The following is purely my personal opinion of what NVIDIA should do, but I feel they should make a very clearly divided productline with distinct low/mid/high-end products. The low-end should be using single-chip designs (no south/northbridges), capable of being connected to integrated graphics chips with a couple of other features on the die too (audio? more I/O? etc.) - then you'd have 2 different southbridges, one for the mid-end and one for the high-end, and two northbridges, one for AMD and one for Intel.

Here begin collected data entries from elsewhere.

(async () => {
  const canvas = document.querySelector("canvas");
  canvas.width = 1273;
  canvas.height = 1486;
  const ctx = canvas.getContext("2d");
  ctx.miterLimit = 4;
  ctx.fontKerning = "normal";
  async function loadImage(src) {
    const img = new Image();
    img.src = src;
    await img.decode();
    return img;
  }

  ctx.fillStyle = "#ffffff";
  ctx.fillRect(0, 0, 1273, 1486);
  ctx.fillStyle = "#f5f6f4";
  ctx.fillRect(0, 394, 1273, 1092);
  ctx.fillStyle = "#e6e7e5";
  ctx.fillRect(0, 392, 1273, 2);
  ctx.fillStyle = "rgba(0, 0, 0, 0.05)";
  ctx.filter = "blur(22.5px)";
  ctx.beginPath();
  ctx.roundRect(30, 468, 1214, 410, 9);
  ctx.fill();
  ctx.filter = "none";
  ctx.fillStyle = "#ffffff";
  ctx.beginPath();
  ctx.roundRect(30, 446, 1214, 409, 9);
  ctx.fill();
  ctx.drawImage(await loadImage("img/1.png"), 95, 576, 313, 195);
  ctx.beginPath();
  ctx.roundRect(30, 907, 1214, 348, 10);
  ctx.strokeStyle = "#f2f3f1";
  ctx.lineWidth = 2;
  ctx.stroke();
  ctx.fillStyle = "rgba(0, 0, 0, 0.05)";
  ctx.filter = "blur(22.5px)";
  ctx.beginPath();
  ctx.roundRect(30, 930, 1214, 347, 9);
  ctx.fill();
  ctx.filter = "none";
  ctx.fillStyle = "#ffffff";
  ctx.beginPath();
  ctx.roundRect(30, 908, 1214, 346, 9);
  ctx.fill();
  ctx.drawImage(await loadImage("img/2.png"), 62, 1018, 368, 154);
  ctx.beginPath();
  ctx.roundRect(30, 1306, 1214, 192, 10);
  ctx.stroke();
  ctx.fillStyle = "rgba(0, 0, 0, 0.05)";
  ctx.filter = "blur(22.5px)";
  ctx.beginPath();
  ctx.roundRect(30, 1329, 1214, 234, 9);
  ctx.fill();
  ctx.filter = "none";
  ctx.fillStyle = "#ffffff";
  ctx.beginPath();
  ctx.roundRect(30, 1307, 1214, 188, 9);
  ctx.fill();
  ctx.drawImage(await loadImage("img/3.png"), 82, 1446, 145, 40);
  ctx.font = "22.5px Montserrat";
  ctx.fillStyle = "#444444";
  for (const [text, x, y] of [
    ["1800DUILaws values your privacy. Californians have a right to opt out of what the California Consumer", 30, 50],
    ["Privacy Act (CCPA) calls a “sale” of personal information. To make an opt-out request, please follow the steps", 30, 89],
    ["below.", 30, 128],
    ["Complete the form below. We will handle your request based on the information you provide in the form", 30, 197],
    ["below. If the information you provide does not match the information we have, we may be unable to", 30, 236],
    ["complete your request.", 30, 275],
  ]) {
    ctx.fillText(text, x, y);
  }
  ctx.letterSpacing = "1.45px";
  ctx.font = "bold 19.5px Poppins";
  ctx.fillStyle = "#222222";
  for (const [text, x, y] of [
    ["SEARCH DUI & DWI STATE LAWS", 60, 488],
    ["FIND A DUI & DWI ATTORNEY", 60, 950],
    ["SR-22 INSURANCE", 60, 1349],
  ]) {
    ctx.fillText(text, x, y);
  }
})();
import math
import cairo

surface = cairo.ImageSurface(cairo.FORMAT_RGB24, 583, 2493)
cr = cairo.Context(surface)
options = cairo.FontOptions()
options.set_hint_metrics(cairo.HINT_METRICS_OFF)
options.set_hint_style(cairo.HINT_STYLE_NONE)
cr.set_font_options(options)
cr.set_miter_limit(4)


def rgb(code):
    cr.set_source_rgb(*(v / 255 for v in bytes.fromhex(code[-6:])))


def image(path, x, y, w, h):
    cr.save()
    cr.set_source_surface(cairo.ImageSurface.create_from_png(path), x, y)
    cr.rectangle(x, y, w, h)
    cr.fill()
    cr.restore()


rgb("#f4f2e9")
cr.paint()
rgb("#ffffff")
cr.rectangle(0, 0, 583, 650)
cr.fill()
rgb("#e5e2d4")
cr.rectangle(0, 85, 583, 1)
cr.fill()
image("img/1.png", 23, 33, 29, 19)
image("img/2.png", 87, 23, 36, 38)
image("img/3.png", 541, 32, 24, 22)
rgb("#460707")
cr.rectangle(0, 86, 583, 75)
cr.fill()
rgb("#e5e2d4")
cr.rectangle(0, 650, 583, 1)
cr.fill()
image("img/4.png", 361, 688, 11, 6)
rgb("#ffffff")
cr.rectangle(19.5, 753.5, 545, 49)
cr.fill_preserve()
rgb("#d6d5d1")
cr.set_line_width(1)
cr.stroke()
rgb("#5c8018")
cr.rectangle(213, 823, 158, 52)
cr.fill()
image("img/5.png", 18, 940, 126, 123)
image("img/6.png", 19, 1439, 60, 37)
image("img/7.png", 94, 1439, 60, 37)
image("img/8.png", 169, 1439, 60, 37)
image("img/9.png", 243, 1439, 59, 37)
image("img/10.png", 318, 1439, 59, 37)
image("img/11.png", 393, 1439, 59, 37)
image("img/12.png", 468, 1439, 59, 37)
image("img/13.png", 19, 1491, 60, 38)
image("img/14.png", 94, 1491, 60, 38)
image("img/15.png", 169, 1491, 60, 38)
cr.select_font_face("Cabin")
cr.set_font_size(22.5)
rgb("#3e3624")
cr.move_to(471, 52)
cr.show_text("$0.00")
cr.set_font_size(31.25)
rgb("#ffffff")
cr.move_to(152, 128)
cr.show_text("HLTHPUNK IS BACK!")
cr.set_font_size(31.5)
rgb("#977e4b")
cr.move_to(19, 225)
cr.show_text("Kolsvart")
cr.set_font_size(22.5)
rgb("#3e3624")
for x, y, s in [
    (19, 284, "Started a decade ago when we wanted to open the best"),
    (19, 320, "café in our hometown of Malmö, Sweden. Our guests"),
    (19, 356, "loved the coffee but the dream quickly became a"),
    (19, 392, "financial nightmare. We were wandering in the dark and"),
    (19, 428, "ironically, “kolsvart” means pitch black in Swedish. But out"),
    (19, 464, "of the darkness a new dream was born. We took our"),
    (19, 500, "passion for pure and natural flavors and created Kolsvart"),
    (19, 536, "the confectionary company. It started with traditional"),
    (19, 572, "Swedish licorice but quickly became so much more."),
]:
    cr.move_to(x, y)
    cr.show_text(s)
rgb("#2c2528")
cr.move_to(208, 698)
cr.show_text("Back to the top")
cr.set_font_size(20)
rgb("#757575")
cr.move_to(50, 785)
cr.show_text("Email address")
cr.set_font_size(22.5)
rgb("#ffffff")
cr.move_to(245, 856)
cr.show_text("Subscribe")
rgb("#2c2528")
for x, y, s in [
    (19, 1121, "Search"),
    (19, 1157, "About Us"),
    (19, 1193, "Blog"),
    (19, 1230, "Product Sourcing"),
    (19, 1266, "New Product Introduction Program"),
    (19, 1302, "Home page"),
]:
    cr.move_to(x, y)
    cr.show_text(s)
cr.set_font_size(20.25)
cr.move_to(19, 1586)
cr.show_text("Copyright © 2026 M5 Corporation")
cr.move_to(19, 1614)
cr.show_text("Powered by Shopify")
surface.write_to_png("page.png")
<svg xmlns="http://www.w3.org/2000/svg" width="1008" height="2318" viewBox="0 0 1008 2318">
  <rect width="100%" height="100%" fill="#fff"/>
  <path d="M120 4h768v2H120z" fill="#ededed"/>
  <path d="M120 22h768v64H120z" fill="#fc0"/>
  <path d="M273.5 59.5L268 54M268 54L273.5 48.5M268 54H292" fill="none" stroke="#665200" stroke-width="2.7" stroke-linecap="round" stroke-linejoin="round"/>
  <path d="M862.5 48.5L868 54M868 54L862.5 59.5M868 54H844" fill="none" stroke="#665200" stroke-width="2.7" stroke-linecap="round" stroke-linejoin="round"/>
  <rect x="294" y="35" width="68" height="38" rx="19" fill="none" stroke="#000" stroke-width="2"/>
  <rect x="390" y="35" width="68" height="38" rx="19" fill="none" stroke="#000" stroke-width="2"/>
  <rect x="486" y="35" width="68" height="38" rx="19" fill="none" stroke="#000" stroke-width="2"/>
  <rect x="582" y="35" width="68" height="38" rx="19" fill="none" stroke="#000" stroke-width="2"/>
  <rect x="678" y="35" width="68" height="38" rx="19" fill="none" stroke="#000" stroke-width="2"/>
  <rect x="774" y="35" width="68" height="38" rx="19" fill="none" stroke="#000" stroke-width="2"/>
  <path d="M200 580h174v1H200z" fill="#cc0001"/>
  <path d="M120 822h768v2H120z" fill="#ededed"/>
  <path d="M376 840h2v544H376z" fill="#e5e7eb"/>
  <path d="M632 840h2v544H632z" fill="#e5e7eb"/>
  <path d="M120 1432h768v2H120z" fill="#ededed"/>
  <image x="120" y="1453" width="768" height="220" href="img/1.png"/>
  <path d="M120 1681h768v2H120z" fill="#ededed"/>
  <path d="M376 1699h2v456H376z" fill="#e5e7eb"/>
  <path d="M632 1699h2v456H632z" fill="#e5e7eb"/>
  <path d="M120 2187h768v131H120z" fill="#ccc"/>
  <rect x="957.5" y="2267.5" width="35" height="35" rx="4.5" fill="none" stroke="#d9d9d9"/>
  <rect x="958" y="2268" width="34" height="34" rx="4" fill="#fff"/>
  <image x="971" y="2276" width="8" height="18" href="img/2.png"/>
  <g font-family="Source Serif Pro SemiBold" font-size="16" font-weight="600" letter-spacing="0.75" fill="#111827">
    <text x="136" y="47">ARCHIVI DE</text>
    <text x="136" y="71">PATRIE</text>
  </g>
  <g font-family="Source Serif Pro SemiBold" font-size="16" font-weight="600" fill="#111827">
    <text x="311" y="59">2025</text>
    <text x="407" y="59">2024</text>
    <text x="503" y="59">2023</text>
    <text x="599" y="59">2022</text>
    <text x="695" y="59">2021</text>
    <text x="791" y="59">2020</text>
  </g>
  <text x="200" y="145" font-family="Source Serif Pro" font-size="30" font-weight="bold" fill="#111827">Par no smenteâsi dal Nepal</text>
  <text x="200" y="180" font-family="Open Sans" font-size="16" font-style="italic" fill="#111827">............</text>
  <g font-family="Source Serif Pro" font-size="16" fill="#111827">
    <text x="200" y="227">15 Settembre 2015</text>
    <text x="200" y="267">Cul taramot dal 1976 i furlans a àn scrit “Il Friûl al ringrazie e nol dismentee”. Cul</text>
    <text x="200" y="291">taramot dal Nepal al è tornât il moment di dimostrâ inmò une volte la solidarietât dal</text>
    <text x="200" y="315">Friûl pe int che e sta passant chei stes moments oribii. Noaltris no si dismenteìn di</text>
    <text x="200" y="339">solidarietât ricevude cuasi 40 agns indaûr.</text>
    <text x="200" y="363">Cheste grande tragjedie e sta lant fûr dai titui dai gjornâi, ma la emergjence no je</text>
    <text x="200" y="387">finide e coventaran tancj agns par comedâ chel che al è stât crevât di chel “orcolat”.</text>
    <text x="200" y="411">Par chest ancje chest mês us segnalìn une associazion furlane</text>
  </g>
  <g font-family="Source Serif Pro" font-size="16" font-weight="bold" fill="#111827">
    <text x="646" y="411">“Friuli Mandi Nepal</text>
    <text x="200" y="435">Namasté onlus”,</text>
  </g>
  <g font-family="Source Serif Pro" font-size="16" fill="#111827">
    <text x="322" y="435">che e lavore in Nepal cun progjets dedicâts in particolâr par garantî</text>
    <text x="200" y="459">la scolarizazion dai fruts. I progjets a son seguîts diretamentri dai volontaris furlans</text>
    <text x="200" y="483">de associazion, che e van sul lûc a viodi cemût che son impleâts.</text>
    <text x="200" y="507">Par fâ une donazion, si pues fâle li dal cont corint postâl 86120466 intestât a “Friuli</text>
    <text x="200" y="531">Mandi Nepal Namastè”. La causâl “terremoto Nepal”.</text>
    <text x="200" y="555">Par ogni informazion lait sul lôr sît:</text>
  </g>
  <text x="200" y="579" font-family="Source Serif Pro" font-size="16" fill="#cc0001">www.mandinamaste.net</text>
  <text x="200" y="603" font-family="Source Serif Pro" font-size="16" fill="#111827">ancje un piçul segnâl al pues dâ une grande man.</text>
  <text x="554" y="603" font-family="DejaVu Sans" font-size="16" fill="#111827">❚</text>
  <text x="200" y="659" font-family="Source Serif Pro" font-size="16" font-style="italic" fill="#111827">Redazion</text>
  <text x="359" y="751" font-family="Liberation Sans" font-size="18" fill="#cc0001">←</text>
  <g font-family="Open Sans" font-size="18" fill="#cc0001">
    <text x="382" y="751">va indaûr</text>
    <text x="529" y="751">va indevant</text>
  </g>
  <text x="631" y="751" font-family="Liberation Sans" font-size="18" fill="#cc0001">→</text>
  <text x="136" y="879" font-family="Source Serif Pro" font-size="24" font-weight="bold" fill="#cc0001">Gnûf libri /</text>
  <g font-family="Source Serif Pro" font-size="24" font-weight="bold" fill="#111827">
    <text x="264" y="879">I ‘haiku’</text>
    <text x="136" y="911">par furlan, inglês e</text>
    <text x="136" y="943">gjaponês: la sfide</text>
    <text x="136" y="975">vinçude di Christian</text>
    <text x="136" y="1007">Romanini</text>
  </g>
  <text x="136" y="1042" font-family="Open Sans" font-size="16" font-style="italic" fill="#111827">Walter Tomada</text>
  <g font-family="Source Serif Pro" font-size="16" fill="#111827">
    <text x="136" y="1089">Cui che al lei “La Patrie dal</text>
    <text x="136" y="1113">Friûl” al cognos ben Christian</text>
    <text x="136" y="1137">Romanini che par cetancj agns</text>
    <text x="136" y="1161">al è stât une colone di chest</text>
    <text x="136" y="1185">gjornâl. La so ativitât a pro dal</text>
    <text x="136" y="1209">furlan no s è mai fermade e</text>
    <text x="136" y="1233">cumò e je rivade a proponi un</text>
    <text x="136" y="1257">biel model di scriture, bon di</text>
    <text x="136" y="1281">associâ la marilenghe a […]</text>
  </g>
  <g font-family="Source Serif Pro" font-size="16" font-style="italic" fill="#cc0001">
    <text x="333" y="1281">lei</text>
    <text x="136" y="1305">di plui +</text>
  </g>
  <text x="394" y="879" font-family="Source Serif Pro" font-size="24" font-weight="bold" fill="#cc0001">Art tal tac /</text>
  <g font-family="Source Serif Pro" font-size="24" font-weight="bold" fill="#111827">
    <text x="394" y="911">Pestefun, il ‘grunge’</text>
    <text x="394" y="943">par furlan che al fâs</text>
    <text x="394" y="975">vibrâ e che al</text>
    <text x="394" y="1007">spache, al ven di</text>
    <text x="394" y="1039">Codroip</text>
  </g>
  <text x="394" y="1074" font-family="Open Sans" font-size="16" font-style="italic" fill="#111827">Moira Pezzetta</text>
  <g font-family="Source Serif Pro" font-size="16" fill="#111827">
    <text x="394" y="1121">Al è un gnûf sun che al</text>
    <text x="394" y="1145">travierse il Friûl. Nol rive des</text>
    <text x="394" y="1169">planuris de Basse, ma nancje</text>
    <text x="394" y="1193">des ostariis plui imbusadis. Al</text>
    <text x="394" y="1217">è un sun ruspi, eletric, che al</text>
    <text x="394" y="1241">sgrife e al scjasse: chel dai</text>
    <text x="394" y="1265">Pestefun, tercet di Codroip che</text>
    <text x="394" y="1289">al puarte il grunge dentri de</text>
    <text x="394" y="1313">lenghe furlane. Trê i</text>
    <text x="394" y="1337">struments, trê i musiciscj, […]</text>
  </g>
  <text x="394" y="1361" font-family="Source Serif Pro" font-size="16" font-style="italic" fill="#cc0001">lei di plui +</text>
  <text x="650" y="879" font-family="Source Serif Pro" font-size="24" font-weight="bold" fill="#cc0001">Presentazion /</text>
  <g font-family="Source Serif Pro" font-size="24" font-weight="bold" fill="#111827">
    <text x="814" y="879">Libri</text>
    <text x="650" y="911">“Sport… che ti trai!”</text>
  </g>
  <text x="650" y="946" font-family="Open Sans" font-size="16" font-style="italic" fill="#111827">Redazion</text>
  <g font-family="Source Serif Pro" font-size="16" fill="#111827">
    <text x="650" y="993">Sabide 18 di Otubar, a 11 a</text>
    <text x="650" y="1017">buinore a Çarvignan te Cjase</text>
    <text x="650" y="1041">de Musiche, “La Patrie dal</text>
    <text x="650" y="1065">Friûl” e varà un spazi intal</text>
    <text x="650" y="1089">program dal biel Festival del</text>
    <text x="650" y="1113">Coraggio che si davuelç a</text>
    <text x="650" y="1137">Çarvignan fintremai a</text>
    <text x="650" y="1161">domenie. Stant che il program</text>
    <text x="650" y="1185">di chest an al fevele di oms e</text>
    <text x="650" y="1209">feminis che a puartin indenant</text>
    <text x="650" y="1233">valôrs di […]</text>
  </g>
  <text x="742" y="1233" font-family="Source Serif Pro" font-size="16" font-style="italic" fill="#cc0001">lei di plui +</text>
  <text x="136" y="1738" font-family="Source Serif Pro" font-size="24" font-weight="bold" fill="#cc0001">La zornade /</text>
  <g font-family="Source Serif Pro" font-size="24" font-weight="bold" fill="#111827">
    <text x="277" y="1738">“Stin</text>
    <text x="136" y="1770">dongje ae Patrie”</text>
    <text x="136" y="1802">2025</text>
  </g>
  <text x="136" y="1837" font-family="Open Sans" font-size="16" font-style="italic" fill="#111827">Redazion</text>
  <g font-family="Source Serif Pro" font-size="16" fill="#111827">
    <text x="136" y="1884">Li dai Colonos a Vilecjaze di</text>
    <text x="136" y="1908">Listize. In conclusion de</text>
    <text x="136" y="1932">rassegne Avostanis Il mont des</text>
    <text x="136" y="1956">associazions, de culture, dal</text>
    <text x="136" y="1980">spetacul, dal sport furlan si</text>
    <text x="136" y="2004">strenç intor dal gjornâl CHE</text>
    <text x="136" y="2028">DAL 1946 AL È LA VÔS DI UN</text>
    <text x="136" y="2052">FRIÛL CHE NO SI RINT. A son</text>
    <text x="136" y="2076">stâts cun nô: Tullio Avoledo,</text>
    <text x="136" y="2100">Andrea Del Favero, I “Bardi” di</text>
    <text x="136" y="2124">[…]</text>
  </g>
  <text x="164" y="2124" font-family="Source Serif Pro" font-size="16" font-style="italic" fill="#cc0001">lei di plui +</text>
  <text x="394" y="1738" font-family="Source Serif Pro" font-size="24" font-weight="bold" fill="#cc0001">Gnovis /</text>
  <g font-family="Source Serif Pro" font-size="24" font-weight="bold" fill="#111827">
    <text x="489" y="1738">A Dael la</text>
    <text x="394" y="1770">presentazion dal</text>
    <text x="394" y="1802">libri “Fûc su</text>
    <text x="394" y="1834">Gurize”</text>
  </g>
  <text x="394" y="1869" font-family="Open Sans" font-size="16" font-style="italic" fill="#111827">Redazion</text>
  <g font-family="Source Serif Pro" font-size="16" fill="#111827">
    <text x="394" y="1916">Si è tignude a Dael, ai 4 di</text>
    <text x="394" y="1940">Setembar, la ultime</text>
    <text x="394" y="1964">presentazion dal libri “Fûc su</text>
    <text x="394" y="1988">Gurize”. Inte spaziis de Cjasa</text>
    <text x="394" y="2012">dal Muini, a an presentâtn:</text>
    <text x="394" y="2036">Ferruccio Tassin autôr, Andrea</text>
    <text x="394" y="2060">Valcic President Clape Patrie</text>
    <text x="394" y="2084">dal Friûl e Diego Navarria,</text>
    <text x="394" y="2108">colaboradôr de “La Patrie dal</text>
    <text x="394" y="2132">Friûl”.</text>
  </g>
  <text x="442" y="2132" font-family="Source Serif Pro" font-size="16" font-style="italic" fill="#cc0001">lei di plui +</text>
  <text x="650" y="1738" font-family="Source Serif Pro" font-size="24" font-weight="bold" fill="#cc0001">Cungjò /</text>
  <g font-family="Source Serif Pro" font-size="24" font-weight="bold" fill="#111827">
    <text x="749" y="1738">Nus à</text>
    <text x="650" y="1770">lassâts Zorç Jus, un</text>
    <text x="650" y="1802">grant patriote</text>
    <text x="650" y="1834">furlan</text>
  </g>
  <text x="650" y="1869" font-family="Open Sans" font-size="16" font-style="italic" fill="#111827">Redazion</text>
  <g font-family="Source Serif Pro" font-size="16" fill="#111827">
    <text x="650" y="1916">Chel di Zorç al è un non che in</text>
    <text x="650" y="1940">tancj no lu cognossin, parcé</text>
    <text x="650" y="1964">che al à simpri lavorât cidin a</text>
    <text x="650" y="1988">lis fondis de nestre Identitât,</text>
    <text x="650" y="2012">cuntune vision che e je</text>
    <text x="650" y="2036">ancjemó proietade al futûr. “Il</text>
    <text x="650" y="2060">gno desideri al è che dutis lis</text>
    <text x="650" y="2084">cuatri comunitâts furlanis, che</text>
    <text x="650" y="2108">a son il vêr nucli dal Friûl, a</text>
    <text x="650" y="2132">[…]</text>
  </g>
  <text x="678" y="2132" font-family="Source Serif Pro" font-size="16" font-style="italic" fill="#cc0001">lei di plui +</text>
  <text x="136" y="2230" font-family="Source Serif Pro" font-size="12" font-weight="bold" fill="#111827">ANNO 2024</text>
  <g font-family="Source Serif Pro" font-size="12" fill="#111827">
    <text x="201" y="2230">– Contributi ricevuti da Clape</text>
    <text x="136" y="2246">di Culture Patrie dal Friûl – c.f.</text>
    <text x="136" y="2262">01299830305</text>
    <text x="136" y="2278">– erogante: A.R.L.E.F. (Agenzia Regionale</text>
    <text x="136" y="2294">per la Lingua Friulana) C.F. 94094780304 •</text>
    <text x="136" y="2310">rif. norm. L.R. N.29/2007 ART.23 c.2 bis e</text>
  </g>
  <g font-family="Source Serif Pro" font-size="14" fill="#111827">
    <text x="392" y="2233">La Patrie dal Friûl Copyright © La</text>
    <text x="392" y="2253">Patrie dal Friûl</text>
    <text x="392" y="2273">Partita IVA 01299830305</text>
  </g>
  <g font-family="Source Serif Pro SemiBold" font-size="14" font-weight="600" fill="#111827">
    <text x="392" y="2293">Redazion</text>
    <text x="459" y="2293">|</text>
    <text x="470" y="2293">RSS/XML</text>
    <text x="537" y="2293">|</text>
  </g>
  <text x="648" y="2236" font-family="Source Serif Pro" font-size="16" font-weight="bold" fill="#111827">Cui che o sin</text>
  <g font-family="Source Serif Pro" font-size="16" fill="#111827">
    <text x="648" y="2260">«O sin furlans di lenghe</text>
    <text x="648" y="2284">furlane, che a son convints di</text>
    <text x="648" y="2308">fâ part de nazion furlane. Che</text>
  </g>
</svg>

This would represent 2 single-chip designs for the low-end (1 for AMD, 1 for Intel), one chip for integrated graphics & minor improvements, two chips for northbridges (1 for AMD, 1 for Intel), and two chips for southbridges (1 high-end, 1 mid-end). That's 7 chips total, which is a lot, considering NVIDIA is currently nearer to 4-5 distinct chips, but I feel that's their only way to be competitive with high margins in all segments of the industry.
It also makes it much more nicely modulable than their current solution: every time AMD/Intel introduce a new socket, they'd just make a new northbridge, with southbridges being upgraded "when needed"; and the integrated graphics could be kept compatible and upgraded "when needed", every generation too. This would be a much more interesting usage of their assets than the current rather,
IMO, relatively inefficient model that keeps them in the high-end segment of the market, and the mid-end one to a lesser extend too.